* **TASK GOAL**
Every line in the material below that includes "inline" should be copied.

* **AVAILABLE RECORDS**
=== Begin Enclosure ===

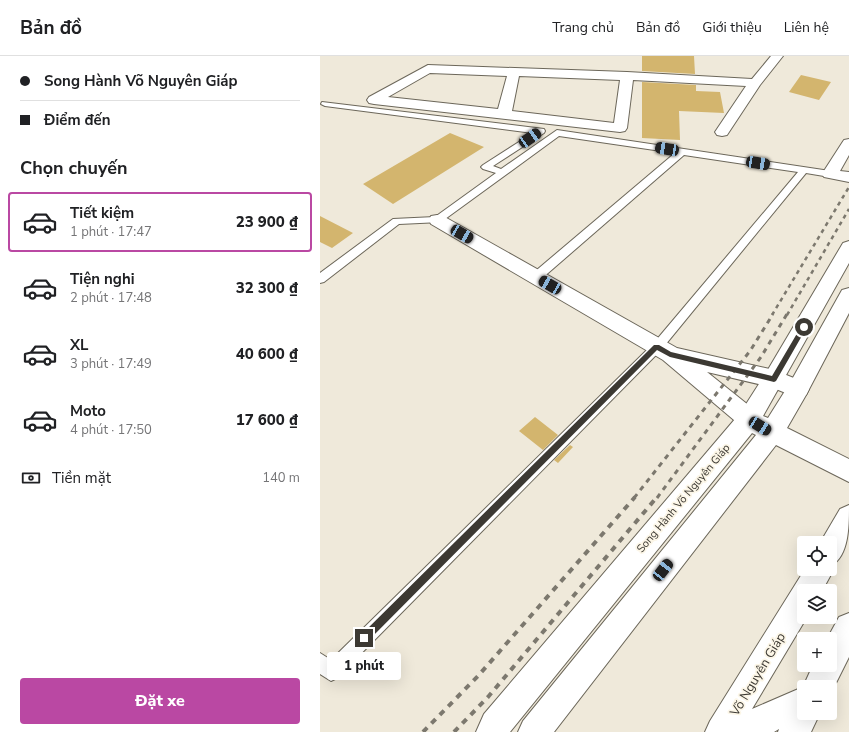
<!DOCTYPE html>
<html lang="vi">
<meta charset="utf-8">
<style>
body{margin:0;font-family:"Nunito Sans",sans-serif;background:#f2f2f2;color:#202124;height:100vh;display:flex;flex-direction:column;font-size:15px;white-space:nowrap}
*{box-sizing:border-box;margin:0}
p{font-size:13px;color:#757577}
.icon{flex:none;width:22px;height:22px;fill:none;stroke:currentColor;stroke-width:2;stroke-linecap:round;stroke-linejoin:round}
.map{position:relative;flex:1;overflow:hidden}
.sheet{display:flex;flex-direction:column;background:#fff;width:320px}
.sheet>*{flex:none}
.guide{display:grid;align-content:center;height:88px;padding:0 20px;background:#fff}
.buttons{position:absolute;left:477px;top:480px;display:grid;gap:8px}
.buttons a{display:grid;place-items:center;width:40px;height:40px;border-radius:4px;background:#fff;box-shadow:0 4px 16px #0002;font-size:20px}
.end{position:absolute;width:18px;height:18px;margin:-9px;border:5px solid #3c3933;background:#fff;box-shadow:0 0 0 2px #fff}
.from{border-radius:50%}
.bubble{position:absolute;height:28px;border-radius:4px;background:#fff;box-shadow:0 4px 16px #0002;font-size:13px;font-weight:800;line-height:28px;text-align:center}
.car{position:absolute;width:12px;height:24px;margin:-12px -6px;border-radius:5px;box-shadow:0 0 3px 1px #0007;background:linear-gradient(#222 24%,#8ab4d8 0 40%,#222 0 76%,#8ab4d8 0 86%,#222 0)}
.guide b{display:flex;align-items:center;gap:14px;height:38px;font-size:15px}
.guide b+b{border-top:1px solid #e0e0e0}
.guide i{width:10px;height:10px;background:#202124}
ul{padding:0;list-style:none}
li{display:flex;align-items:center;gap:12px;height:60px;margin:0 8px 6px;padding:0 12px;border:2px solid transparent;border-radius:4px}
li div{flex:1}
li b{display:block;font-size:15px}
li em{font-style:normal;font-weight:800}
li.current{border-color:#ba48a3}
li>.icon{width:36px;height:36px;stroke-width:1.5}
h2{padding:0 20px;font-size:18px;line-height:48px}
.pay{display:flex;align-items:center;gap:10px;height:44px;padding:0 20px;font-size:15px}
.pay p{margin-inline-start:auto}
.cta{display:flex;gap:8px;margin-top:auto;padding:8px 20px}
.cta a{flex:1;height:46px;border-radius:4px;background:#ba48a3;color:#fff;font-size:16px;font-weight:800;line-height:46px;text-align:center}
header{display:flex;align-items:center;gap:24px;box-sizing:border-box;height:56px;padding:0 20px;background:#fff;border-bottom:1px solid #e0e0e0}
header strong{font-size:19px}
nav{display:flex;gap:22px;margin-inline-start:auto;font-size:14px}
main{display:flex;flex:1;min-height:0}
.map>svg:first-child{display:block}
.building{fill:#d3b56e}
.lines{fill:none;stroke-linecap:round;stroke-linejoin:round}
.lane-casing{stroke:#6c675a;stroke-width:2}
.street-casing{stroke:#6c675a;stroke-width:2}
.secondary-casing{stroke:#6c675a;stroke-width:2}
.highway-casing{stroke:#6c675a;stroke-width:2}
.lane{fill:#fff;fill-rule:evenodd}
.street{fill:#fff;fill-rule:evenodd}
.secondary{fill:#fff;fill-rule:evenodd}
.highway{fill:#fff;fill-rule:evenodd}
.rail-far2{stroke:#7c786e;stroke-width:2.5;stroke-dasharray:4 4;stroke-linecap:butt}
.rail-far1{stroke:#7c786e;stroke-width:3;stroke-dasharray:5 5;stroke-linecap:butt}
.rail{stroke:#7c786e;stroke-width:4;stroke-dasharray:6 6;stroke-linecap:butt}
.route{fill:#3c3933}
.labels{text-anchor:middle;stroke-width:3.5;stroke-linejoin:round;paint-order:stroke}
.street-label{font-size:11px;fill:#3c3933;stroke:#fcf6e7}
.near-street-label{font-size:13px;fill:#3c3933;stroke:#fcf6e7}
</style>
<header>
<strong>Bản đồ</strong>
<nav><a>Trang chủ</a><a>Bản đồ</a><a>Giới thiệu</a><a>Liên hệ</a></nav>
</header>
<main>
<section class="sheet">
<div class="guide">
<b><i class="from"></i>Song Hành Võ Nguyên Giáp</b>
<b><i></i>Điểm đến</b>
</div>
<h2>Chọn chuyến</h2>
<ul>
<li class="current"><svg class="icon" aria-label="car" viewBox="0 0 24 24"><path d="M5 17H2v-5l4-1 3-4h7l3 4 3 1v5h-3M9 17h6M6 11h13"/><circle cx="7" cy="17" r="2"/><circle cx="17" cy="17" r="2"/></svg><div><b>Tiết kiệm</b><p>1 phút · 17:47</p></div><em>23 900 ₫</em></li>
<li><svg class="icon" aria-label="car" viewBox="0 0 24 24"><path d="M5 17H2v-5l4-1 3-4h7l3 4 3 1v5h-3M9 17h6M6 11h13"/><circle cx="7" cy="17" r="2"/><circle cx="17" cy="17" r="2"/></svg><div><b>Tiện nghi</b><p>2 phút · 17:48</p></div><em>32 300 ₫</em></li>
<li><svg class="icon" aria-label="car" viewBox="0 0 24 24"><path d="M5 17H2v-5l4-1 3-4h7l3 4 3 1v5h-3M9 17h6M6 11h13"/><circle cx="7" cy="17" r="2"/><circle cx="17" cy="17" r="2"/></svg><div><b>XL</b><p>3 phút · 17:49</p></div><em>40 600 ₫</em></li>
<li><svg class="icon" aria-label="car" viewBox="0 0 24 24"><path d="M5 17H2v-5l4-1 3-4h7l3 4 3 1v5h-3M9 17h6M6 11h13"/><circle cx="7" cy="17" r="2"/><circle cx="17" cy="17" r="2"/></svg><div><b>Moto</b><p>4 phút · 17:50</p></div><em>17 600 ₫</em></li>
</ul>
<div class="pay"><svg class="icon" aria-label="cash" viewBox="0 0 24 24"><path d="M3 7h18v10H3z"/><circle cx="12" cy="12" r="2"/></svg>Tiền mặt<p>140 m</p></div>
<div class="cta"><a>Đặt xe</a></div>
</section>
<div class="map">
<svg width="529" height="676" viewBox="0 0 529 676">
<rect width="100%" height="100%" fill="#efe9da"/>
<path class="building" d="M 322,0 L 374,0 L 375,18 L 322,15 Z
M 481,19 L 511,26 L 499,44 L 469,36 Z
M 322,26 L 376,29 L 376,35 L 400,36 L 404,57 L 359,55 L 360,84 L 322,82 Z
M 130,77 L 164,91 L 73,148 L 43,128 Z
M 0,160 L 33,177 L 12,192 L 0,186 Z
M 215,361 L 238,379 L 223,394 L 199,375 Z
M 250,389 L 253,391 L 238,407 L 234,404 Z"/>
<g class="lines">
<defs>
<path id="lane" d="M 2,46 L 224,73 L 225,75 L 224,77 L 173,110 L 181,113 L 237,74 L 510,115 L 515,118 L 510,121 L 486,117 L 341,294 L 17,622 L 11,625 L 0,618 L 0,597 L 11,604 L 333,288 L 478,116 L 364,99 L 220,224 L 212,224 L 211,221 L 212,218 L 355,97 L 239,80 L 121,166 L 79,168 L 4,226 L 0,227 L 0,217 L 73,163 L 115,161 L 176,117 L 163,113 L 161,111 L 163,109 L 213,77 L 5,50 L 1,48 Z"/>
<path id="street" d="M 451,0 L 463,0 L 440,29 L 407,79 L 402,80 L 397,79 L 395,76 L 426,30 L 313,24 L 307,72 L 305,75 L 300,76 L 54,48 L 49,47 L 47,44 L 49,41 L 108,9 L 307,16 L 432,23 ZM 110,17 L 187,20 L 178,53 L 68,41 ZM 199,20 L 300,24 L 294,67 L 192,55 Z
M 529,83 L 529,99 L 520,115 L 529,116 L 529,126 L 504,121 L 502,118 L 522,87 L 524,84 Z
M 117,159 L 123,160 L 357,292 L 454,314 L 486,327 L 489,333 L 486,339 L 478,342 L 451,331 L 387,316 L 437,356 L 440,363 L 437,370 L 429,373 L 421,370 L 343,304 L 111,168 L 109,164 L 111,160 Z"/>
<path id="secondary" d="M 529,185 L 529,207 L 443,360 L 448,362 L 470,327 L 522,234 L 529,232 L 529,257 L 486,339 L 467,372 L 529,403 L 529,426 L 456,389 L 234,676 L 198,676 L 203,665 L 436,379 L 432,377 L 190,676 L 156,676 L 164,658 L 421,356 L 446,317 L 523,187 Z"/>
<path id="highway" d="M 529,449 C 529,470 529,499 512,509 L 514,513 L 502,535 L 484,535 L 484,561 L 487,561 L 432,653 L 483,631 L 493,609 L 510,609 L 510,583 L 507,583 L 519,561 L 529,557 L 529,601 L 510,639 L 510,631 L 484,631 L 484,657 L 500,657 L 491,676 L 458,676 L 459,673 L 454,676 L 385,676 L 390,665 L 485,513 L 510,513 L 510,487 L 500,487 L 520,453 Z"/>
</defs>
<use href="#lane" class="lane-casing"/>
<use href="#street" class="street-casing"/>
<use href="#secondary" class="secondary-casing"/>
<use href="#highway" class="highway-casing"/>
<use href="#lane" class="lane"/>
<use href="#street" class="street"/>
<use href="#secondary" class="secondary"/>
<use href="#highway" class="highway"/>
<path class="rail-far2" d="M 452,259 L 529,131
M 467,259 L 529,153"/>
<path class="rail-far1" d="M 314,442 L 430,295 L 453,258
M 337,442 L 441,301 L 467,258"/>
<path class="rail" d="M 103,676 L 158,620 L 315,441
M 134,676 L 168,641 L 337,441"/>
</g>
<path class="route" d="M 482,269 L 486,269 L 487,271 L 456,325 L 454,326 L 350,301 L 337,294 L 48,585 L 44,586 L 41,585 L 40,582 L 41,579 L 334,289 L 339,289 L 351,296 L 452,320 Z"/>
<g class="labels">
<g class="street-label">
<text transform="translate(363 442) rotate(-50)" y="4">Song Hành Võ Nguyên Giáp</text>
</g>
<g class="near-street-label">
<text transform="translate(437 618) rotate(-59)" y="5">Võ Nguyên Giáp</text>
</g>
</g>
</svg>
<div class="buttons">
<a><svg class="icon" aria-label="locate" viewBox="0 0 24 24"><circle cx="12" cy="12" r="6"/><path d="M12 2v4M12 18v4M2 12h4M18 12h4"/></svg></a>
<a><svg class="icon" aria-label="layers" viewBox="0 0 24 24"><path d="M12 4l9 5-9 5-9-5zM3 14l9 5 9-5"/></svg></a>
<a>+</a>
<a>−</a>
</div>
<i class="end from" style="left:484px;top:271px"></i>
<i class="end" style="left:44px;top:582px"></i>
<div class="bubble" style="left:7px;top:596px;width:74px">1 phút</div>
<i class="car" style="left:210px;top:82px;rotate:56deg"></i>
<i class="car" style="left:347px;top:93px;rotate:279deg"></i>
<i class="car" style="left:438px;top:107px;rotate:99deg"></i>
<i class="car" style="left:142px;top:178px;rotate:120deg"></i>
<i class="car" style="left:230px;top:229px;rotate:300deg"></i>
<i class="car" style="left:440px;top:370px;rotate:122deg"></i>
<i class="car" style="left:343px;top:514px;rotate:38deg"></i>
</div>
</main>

=== End Enclosure ===

* **RESPONSE AREA**
.pay p{margin-inline-start:auto}
nav{display:flex;gap:22px;margin-inline-start:auto;font-size:14px}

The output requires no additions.